INSTRUCTIONS TO FOLLOW >> Look through the entries for the string "from" and copy every line where it shows up.

(Collection entries)
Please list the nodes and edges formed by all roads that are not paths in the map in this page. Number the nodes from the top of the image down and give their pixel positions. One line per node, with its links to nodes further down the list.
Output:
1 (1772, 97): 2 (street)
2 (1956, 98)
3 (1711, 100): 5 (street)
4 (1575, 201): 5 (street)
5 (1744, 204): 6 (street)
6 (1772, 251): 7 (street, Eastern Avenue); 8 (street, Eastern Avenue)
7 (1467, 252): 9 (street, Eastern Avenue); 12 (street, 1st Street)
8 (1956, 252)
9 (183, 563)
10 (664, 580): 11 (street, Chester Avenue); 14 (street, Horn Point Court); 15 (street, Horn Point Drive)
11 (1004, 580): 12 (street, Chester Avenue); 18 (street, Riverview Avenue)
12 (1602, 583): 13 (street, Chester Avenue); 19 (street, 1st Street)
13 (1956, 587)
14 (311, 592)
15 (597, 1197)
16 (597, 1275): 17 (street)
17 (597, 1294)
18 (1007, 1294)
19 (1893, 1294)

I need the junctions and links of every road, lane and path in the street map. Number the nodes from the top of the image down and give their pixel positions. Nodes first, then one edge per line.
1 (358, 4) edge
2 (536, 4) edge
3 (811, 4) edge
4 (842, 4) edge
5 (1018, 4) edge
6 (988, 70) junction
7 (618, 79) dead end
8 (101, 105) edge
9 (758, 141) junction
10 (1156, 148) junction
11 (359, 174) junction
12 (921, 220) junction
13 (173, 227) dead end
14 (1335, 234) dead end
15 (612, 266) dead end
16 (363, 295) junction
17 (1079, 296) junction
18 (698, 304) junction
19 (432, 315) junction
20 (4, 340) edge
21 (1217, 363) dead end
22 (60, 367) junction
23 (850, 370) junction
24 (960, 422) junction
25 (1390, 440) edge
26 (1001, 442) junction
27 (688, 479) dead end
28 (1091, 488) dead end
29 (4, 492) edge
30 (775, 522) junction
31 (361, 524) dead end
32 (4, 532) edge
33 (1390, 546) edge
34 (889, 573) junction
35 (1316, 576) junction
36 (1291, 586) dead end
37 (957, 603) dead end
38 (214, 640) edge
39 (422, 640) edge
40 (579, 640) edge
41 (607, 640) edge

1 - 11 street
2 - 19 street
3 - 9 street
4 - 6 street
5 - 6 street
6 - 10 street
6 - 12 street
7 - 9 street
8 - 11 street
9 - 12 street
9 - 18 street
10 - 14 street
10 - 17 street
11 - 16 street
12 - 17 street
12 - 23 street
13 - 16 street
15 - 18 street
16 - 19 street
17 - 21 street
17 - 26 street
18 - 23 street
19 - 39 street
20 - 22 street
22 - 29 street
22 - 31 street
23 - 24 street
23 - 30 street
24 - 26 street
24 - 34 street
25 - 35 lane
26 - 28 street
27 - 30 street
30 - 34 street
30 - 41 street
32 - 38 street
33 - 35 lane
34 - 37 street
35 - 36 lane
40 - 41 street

TASK RESULT >>
Please list the nodes and edges formed by all roads that are not paths in the map in this page. Number the nodes from the top of the image down and give their pixel positions. One line per node, with its links to nodes further down the list.
I need the junctions and links of every road, lane and path in the street map. Number the nodes from the top of the image down and give their pixel positions. Nodes first, then one edge per line.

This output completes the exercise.